____ Source information
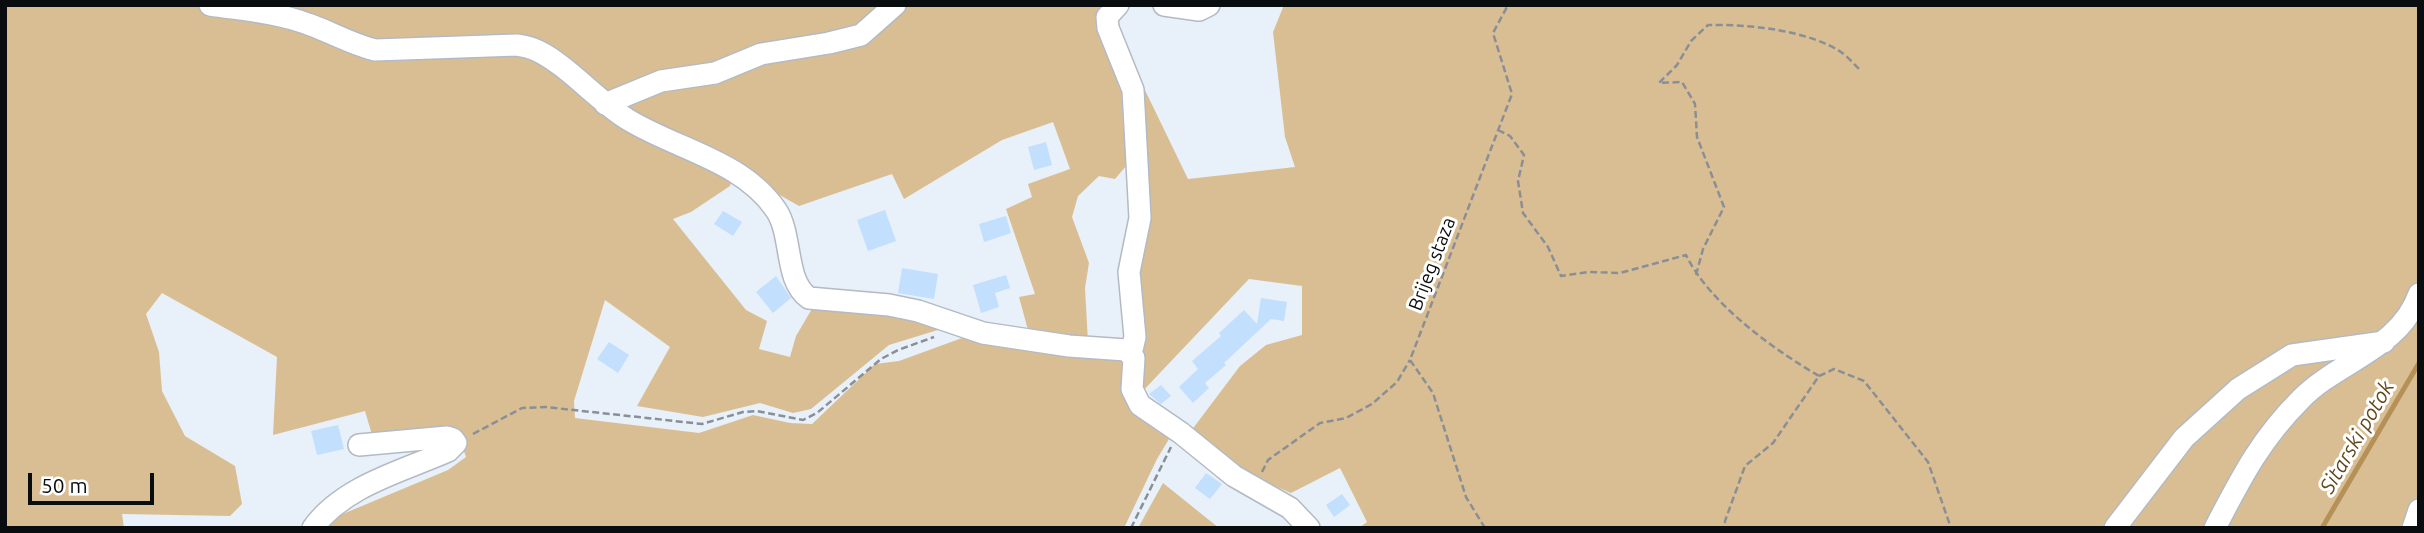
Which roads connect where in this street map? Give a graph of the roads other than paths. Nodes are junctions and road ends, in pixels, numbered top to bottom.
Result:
1 (210, 5) edge
2 (895, 5) edge
3 (1118, 5) edge
4 (1164, 5) edge
5 (1209, 5) edge
6 (605, 104) junction
7 (2419, 294) edge
8 (2384, 342) junction
9 (1131, 354) junction
10 (359, 445) dead end
11 (2419, 509) edge
12 (313, 528) edge
13 (1309, 528) edge
14 (2115, 528) edge
15 (2216, 528) edge
16 (2413, 528) edge

1 - 6 street
2 - 6 street
3 - 9 street
4 - 5 street
6 - 9 street
7 - 8 street
8 - 14 street
8 - 15 street
9 - 13 street
10 - 12 street
11 - 16 street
________
** Your goal **
Restate the listing above word for word. Leave the images out.

** Solution for this exercise **
Which roads connect where in this street map? Give a graph of the roads other than paths. Nodes are junctions and road ends, in pixels, numbered top to bottom.
Result:
1 (210, 5) edge
2 (895, 5) edge
3 (1118, 5) edge
4 (1164, 5) edge
5 (1209, 5) edge
6 (605, 104) junction
7 (2419, 294) edge
8 (2384, 342) junction
9 (1131, 354) junction
10 (359, 445) dead end
11 (2419, 509) edge
12 (313, 528) edge
13 (1309, 528) edge
14 (2115, 528) edge
15 (2216, 528) edge
16 (2413, 528) edge

1 - 6 street
2 - 6 street
3 - 9 street
4 - 5 street
6 - 9 street
7 - 8 street
8 - 14 street
8 - 15 street
9 - 13 street
10 - 12 street
11 - 16 street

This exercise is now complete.